▶ **EXERCISE INSTRUCTIONS**
Copy every line below where the string "paths" is found.

▶ **Records from a data source**

================

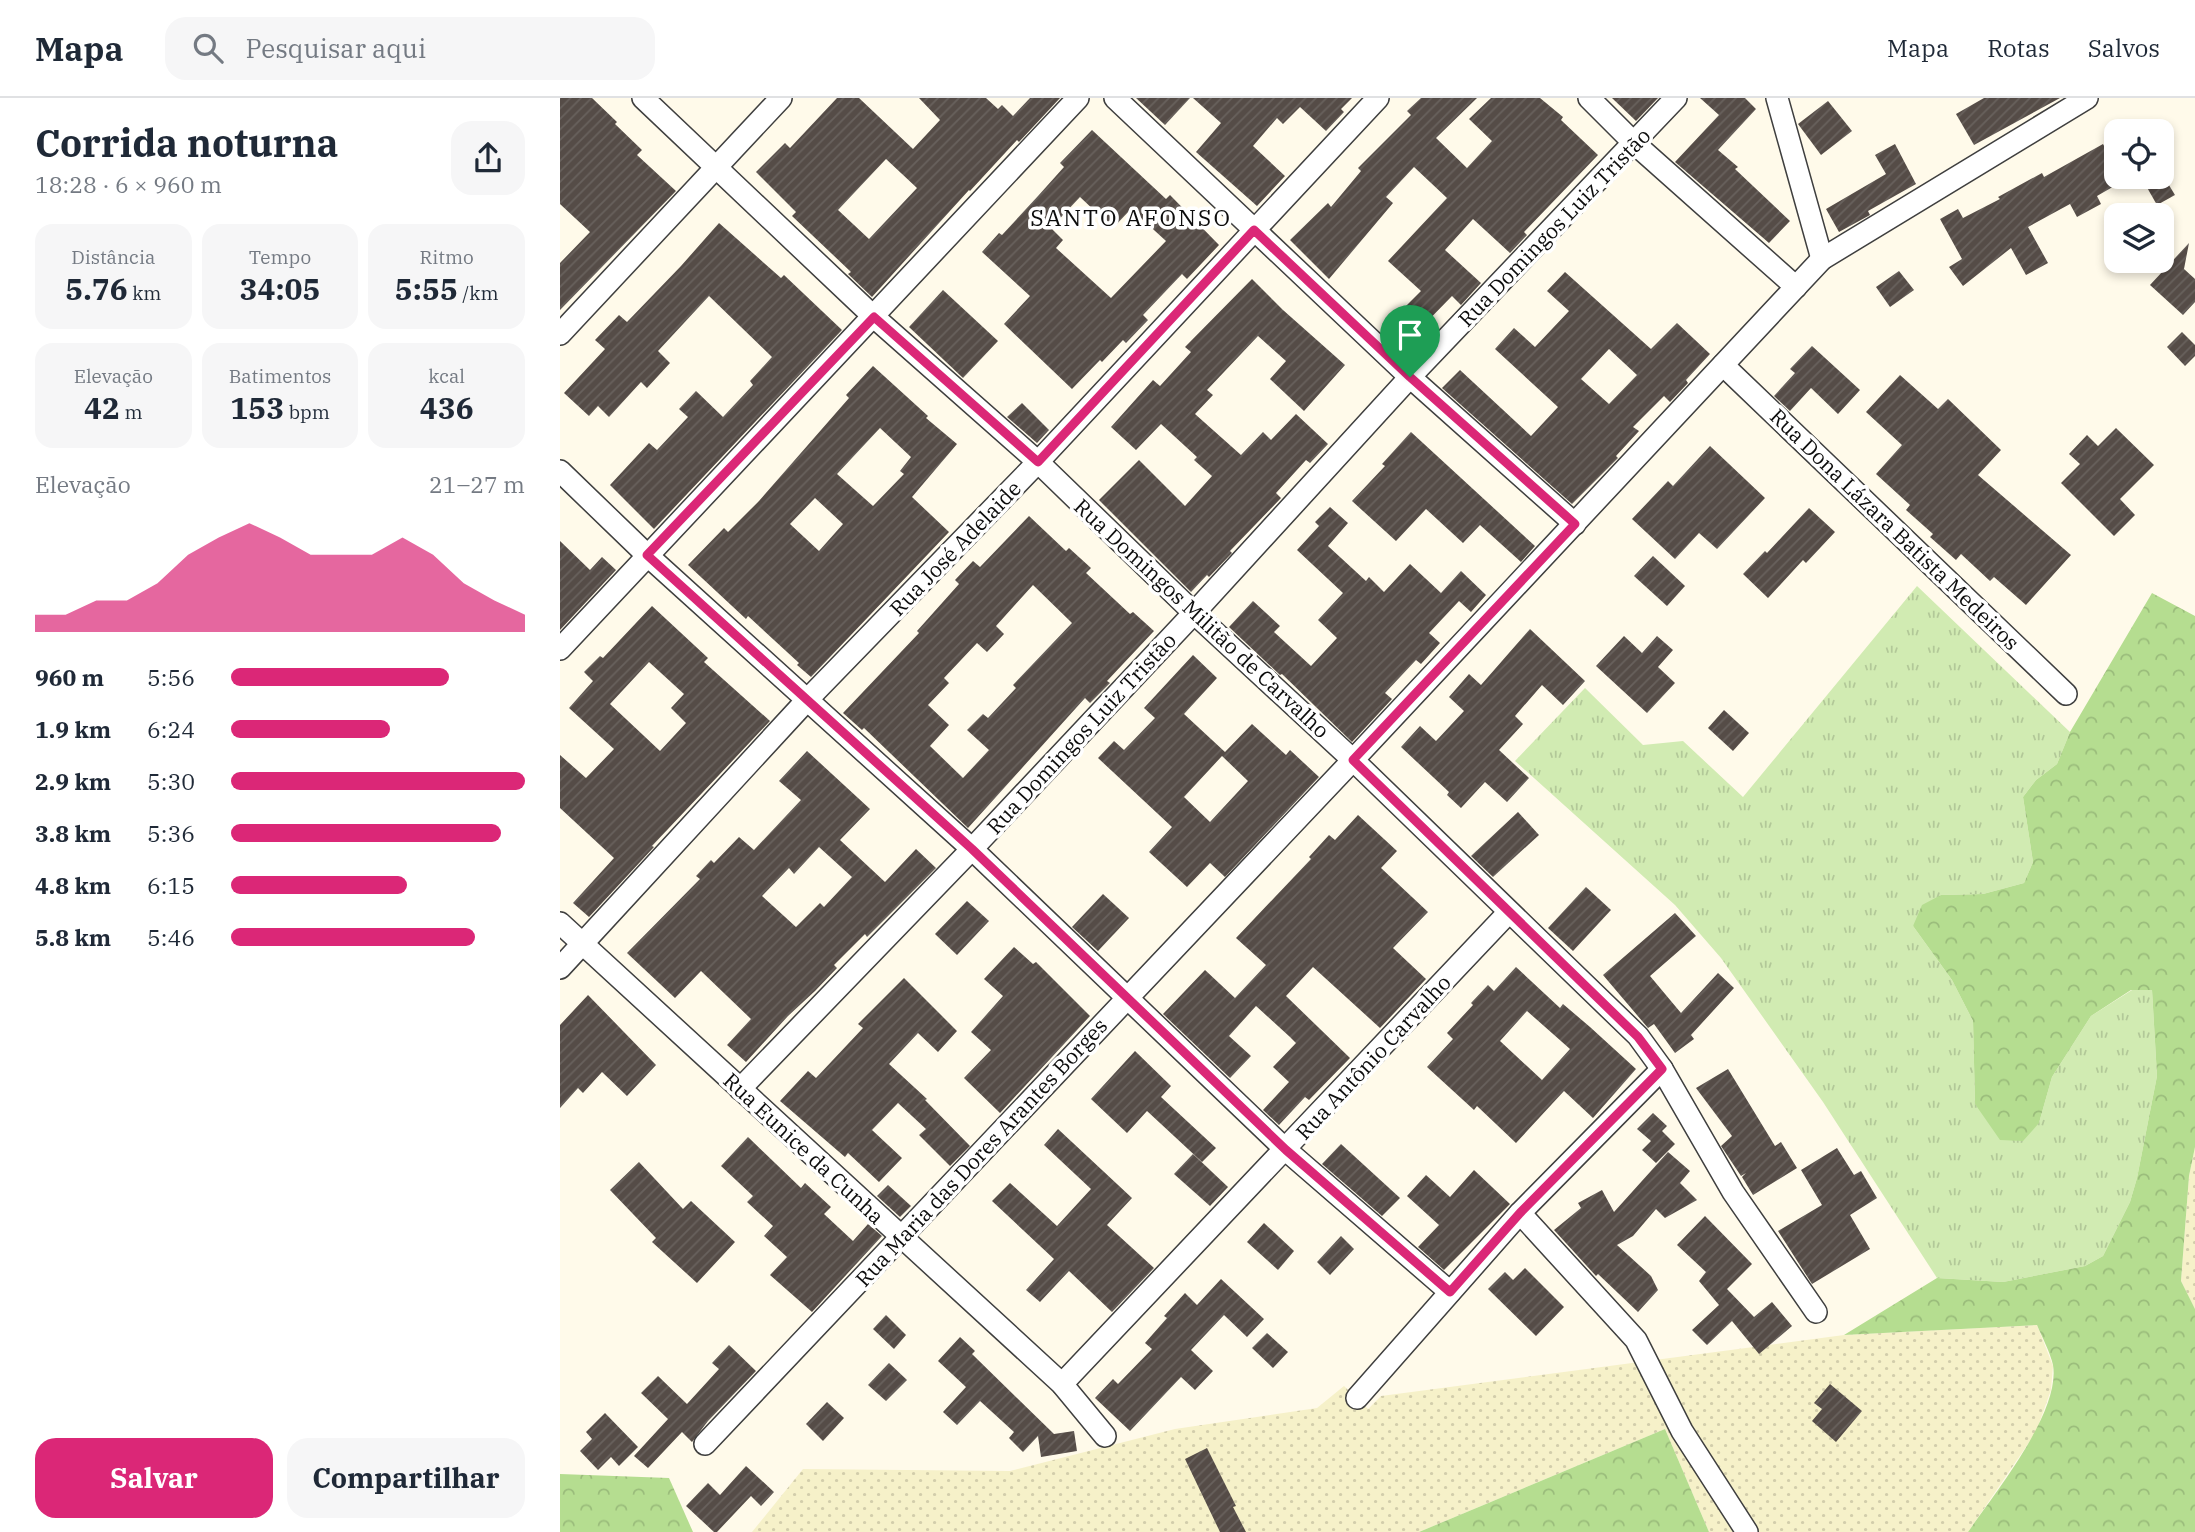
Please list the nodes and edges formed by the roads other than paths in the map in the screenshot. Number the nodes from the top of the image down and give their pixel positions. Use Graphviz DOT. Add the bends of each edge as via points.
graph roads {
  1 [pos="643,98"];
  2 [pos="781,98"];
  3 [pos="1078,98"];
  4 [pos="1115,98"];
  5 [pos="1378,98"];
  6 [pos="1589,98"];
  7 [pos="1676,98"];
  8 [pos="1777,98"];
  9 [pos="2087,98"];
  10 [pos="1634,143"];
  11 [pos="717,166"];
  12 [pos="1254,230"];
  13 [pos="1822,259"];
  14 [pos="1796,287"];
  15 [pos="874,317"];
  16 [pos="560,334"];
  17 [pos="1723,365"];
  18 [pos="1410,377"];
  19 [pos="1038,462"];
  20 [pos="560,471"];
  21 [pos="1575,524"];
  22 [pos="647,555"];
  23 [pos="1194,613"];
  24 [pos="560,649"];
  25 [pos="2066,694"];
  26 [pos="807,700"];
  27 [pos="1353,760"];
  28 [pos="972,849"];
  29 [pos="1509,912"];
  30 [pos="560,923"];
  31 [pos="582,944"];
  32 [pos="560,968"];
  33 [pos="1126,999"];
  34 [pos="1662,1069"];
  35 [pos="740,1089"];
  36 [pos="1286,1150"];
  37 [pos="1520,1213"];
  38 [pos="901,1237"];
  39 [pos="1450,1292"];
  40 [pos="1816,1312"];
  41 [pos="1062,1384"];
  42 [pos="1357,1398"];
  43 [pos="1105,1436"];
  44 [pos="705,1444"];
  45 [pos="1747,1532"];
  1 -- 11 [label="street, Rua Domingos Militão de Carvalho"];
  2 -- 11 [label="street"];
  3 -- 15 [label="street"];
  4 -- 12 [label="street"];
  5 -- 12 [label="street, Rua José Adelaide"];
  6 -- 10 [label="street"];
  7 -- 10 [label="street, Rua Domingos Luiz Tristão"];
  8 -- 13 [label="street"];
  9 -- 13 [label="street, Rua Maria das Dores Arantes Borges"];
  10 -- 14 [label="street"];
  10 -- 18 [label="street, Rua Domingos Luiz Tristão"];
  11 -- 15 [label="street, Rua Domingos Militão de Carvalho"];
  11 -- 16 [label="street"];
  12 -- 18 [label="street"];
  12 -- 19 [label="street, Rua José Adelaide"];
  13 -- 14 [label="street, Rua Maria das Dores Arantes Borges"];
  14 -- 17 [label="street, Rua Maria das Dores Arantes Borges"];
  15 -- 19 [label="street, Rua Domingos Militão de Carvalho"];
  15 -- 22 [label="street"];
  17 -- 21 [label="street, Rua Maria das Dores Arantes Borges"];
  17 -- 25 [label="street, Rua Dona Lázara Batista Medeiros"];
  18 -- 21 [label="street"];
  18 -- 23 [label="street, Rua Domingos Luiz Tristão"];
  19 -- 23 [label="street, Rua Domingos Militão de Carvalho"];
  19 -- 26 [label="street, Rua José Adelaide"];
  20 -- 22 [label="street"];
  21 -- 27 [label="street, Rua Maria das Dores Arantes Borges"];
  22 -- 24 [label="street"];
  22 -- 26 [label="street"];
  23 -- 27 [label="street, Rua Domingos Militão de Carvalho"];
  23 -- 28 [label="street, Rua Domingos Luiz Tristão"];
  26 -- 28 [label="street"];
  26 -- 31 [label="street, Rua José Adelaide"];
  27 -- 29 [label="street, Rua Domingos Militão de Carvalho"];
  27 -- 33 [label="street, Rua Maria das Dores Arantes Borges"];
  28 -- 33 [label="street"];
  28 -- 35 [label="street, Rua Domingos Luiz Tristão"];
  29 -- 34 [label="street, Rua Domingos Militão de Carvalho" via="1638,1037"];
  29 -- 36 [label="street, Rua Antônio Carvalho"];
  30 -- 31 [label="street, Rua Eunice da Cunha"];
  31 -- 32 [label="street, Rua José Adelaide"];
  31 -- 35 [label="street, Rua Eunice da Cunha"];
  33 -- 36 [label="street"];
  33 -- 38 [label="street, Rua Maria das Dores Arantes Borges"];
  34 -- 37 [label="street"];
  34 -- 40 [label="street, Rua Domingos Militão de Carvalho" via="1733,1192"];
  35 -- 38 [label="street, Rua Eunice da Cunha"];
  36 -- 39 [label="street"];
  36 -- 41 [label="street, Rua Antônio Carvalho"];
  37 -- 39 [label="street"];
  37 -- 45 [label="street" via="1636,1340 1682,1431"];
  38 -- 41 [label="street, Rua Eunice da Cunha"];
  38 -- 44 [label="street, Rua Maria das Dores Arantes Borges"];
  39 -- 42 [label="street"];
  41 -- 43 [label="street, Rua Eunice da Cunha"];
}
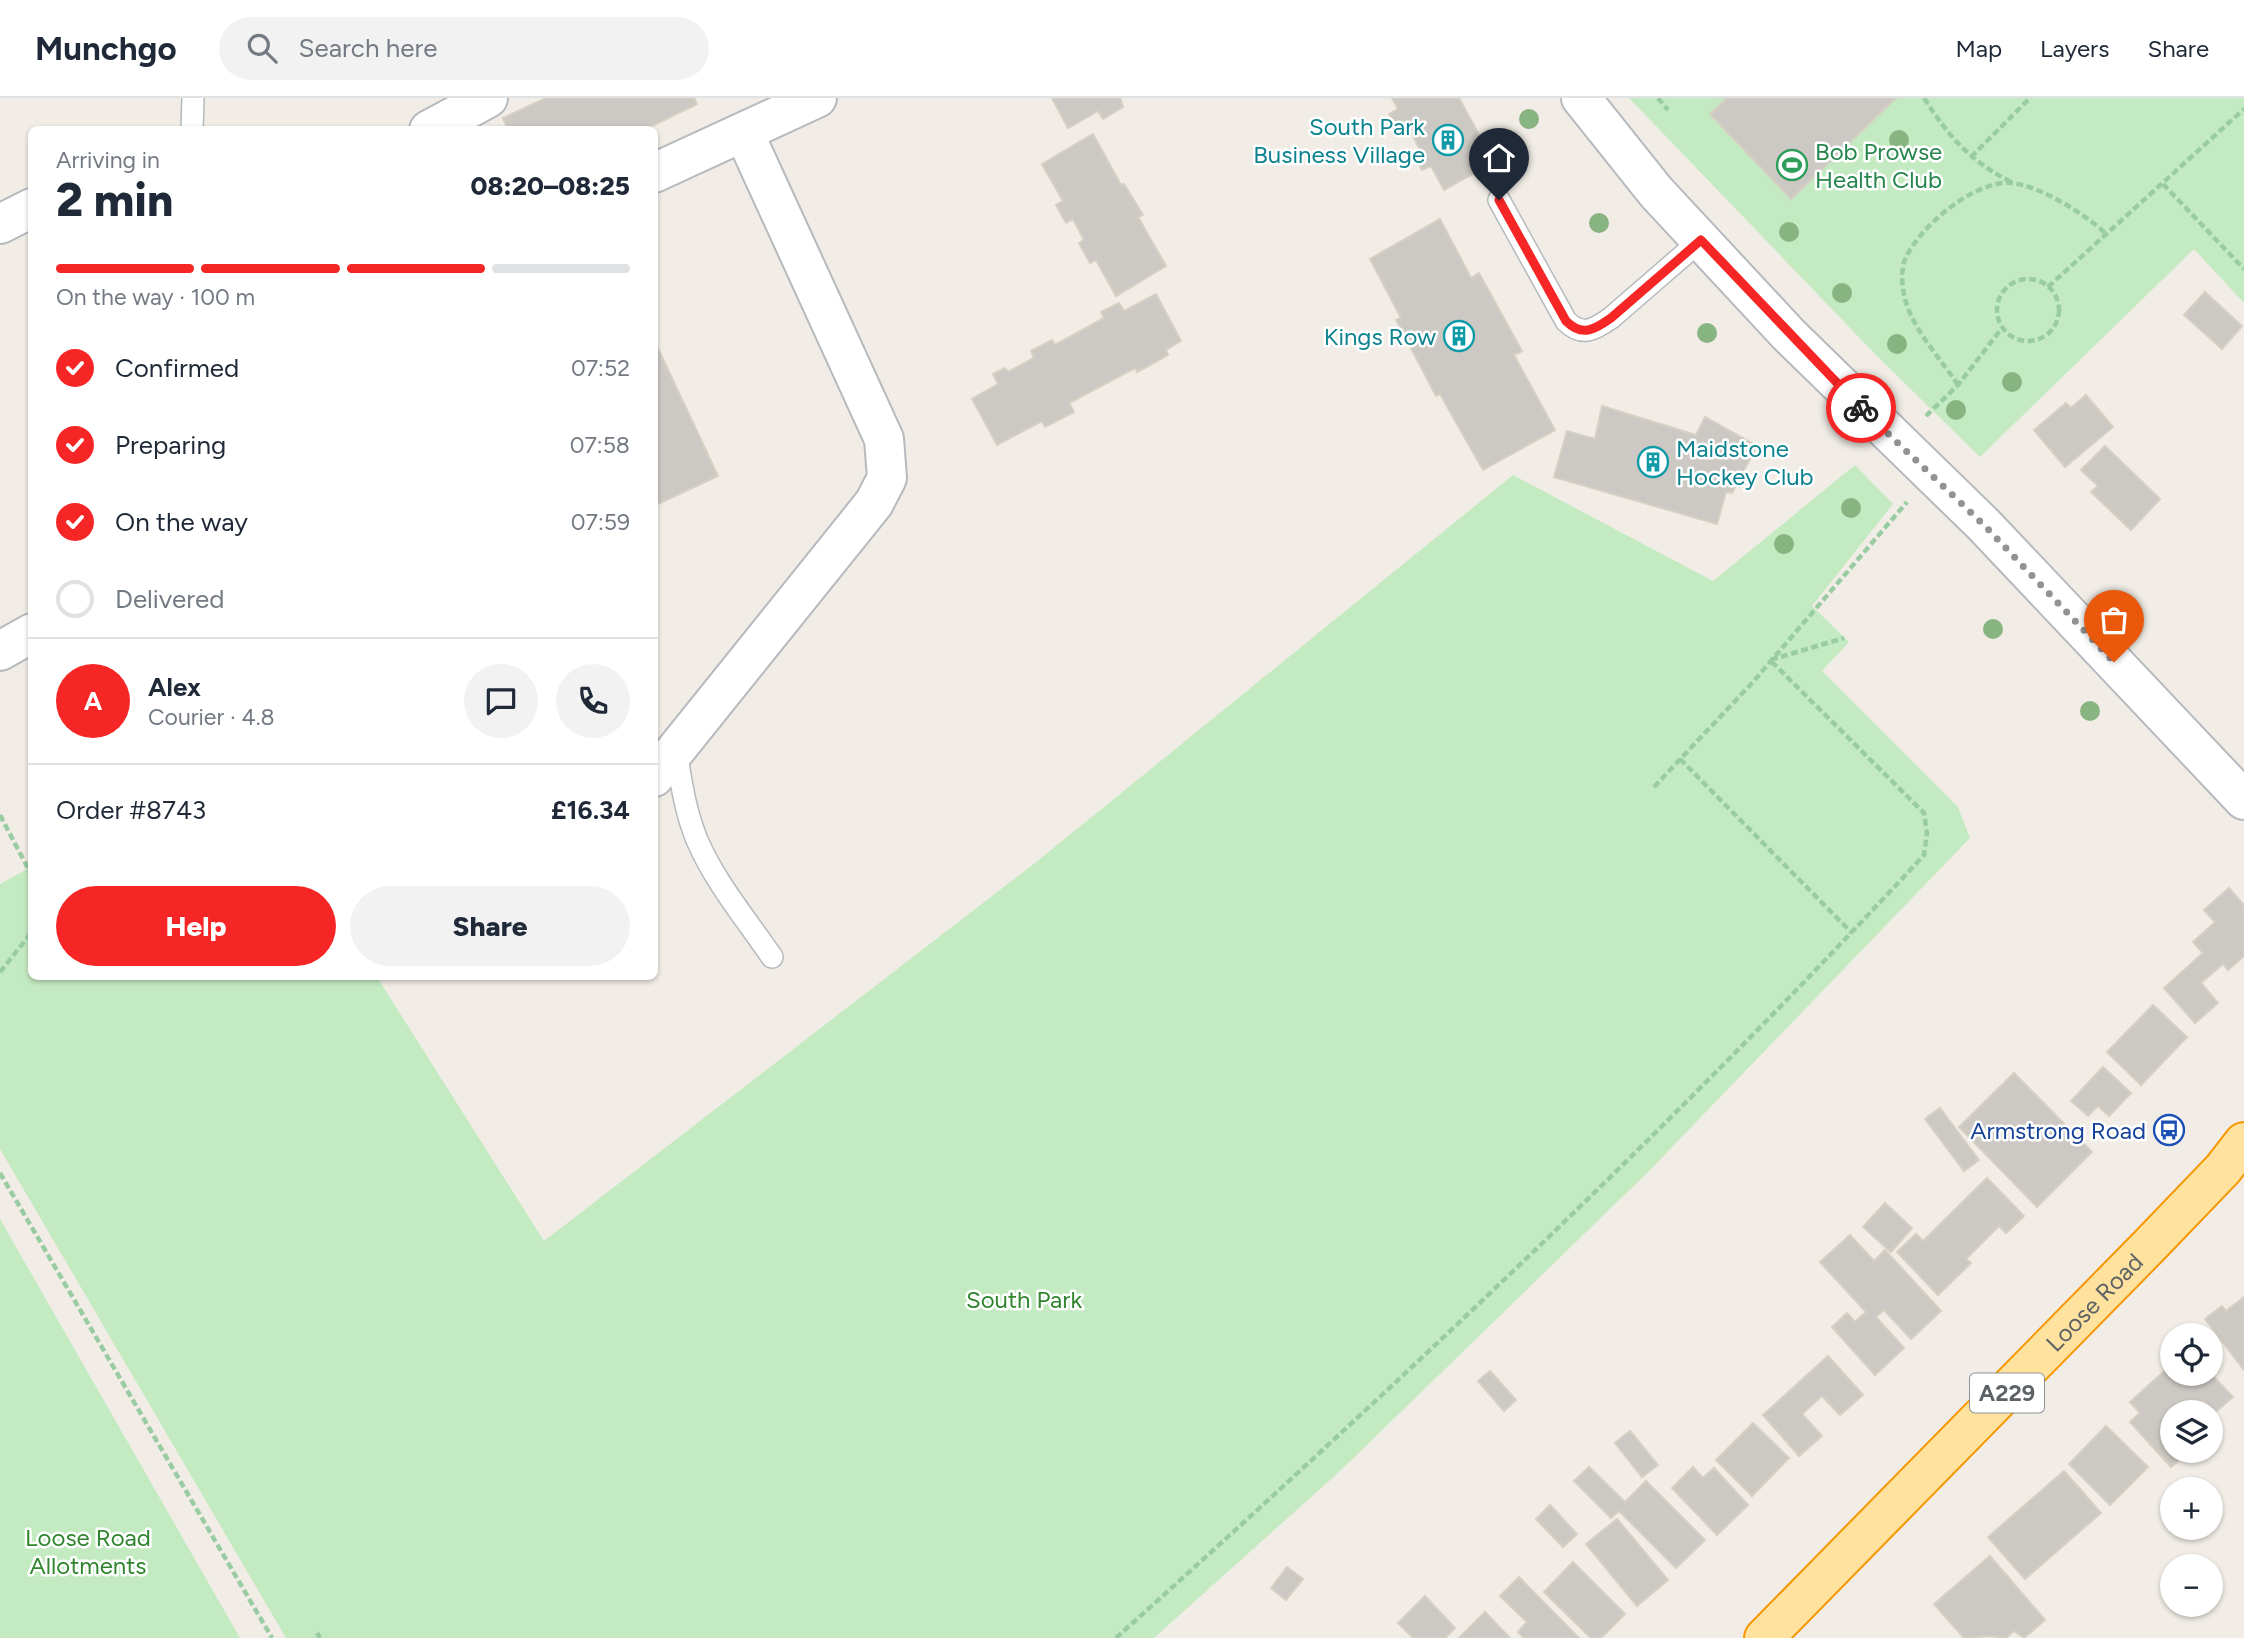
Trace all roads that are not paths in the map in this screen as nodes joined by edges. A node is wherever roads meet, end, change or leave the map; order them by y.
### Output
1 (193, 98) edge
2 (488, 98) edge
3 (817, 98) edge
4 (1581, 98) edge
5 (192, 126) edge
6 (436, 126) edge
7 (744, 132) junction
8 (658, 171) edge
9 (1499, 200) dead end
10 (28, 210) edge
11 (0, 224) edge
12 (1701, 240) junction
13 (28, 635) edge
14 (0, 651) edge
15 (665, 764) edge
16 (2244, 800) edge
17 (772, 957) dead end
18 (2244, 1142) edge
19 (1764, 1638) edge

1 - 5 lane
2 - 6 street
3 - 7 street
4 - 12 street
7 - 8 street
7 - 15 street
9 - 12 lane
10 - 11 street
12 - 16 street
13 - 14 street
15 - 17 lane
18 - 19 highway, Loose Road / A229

================

▶ **OUTPUT OF THE EXERCISE**
Please list the nodes and edges formed by the roads other than paths in the map in the screenshot. Number the nodes from the top of the image down and give their pixel positions. Use Graphviz DOT. Add the bends of each edge as via points.
Trace all roads that are not paths in the map in this screen as nodes joined by edges. A node is wherever roads meet, end, change or leave the map; order them by y.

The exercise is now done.